O período do Renascimento, entre os séculos XIV e XVI, foi marcado pelo esforço de recuperação de textos clássicos greco-romano pelos humanistas, assim chamados os estudiosos das “studia humanitatis“. A tradução, leitura e escrita de textos de pensamento político na época feita por esses intelectuais resgataram conceitos, significados e visões de sociedades políticas das cidades-estados gregas e da República Romana. É possível perceber em alguns textos a manutenção do signo linguístico, a exemplo de “democracia” ou “república”, ou até mesmo “virtude” como também as traduções e adaptações para a língua latina da época, como “governo popular”, no caso de democracia, ou de “licença” para “oclocracia”.

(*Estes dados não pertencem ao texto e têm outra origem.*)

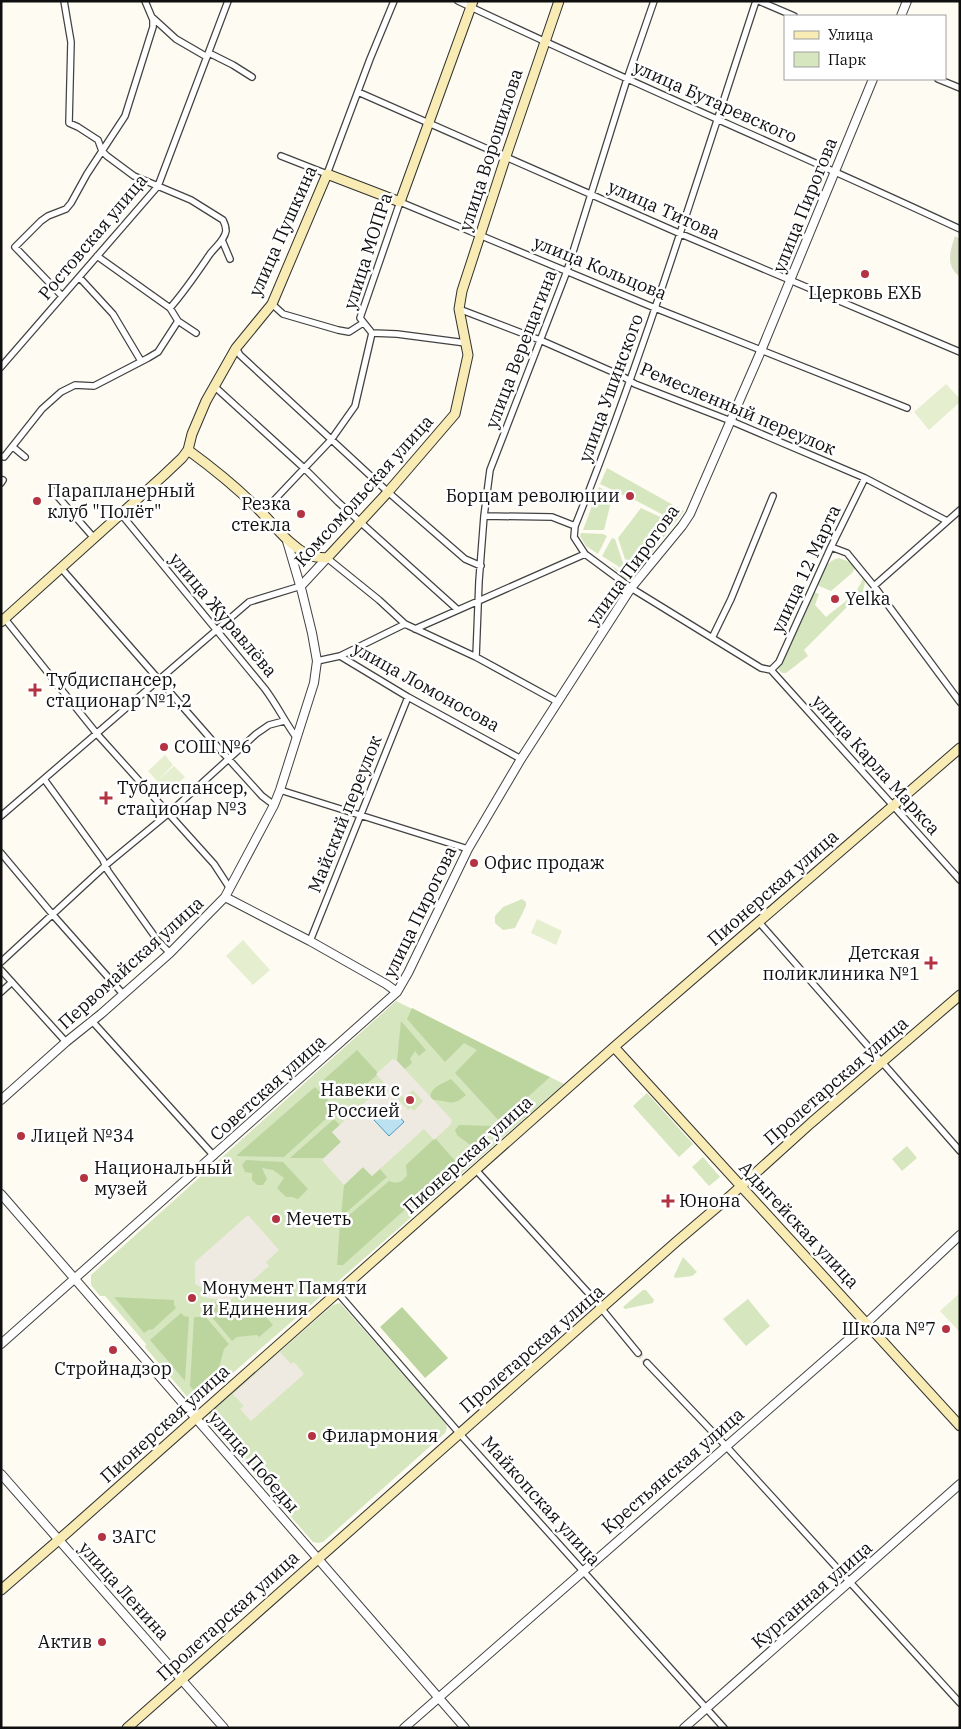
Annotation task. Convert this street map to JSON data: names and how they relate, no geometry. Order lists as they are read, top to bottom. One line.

O resgate destes escritos possibilitou a manutenção, mas também de acréscimo, de uma forma de conceituar determinadas ideias de sociedade e formas de governo, bem como de concepções históricas, mas conotando com ideias e expressões a partir de um universo político e contexto linguístico de uma ideia dessa época e desse espaço europeu. O legado foi a continuidade e perpetuação de conceitos/ideias na forma escrita nas línguas latinas, mas que impõe desafios e também confusões numa leitura apressada pelos olhos contemporâneos (aqui entendido como de qualquer época, como os contemporâneos renascentistas a esses textos de resgate humanista, ou nós hoje, contemporâneos)
O desafio, portanto, exige métodos de pesquisa e leitura que permitem contextualizar não só o significado de um conceito para a sua época (o significado atribuído a forma escrita da palavra ou a sua tradução), mas o seu uso pelos agentes que enunciam e adotam em suas estruturas linguísticas e filosóficas.